ぶっちゃけた話、岩尻さんが嫌いだ。こんなにか弱い女子高生に対してあんなに高圧的な態度が取れるなんて、岩尻さんは女子どもに限って容赦しないタイプだと思う。私は男だったら岩尻の尻にパンチして8つに割ってやりたいくらいだった。
もしかしたら私の方にも問題があると言う人がいるかもしれないけど、その言葉には断固反対したい。ハニーズの厨房には岩尻さんの代理の人が来ることがあるけど、その人たちとは前世では同じ戦場で戦った仲間なんじゃないかってくらいうまくやることができていたからだ。

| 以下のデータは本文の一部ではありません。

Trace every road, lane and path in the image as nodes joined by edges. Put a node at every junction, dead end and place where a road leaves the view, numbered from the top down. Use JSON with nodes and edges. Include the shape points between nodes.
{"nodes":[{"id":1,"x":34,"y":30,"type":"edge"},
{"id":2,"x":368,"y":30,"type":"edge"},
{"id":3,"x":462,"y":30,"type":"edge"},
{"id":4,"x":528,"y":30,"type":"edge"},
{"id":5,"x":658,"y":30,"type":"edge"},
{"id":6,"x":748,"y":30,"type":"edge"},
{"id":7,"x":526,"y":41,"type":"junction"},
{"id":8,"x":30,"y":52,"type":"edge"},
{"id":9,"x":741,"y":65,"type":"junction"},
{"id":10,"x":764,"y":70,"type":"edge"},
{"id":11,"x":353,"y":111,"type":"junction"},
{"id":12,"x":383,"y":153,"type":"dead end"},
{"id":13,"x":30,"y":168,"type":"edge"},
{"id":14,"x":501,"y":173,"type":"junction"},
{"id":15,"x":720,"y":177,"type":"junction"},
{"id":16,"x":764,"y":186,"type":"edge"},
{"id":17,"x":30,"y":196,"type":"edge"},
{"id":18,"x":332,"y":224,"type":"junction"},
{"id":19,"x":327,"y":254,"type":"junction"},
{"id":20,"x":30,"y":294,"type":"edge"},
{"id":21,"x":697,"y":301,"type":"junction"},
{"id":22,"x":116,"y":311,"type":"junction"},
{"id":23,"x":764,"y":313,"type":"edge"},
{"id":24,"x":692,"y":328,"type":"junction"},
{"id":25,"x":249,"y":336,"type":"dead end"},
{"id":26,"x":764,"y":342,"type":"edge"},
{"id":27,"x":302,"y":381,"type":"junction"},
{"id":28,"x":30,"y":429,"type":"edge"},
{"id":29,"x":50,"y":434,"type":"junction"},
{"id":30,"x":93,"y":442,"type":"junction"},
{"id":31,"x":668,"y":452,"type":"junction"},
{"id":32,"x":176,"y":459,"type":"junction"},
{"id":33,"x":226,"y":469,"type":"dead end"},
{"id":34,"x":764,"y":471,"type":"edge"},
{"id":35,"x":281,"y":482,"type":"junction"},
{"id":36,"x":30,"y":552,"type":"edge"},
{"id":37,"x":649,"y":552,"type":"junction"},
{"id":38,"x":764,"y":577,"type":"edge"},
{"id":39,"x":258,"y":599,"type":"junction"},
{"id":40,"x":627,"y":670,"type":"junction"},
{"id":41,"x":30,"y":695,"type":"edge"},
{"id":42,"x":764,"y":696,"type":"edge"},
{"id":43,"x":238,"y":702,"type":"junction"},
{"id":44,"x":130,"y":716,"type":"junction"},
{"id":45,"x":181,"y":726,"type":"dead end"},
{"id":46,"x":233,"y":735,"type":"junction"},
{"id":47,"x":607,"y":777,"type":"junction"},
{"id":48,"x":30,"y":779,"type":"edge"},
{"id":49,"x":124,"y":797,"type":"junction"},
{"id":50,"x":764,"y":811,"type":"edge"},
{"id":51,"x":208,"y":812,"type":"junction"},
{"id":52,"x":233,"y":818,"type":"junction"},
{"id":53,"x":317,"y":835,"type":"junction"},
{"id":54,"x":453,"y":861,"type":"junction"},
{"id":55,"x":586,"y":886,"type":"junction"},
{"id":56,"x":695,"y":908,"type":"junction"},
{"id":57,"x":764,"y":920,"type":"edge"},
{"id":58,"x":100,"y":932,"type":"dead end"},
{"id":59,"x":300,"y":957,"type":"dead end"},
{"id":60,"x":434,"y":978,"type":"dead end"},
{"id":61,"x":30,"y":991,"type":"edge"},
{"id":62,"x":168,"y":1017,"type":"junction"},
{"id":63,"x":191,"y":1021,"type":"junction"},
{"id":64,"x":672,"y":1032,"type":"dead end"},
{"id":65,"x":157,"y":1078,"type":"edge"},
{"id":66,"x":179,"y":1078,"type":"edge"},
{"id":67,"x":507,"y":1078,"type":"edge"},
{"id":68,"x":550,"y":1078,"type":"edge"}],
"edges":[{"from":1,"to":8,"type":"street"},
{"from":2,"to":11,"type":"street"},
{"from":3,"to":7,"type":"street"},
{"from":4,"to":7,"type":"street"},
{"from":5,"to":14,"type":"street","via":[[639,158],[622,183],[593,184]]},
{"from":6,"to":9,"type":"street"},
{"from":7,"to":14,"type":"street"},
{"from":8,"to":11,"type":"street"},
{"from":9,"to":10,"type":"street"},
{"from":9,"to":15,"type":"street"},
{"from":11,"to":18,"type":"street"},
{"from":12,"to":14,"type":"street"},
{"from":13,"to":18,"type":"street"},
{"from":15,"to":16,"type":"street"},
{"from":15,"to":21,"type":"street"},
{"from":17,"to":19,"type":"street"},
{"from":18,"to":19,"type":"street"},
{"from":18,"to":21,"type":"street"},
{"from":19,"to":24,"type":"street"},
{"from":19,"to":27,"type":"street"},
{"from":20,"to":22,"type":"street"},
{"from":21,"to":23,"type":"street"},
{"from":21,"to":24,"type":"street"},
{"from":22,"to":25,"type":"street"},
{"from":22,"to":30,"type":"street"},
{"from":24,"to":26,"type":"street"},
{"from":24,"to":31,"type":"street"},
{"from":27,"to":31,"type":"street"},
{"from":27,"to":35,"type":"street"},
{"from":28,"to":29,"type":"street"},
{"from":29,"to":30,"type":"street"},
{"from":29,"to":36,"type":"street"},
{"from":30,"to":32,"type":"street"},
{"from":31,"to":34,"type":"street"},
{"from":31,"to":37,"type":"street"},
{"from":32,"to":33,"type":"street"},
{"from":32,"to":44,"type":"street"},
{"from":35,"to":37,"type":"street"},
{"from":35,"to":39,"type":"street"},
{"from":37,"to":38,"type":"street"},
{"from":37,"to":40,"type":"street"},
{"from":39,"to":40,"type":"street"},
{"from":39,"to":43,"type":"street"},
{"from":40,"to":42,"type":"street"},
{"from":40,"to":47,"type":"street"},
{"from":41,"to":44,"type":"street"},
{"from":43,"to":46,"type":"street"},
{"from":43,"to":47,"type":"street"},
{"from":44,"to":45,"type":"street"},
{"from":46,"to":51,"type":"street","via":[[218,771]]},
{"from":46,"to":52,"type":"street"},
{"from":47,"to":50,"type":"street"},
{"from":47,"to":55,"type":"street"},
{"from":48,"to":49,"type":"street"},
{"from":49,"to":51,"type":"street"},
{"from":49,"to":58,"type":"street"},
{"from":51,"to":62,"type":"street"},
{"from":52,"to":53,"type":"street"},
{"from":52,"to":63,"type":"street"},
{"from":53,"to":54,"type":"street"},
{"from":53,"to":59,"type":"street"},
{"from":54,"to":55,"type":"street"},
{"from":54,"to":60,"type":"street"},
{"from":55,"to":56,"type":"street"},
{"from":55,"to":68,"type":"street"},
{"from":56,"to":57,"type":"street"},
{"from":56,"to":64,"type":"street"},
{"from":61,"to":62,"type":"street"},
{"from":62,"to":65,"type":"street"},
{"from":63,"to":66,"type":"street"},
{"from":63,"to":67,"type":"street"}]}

(『岩尻さんとは仲良くなれました!』って山Pに報告しちゃおうかな)
ホールの作業をしているときそんな思いがよぎったが、
(だめだ、だめだ)
と首を横に振った。
あの山Pのことだから、突然どこからか顔を出して「全然仲良くなっておらんじゃないか!」と一喝してくるだろう。
(やっぱりやるしかないか……)
私は覚悟を決め、再び厨房に向かった。
ちょうどキッチンカウンターに料理があがってきたところだったので、トレイに乗せながら口火を切った。
「岩尻さん」
岩尻さんは返事をせず、顔だけこちらに向けた。
全身を嫌な緊張が駆け抜ける。
しかし私は、昨日から何度もシミュレーションしてきた台詞を岩尻さんに向かって投げつけた。
「岩尻さんって……血液型何型ですか?」
すると岩尻さんは、
「んあ?」
と眉間にしわを寄せ、鬼のような形相で言った。
「お前、ふざけてんのか?」
それを見てまた怒鳴られると察知した私は、
「し、失礼します!」
と言ってトレイをひったくるように持ち上げ、ホールに逃げながら思った。
(やっぱり、あの人と仲良くなるなんて絶対無理!)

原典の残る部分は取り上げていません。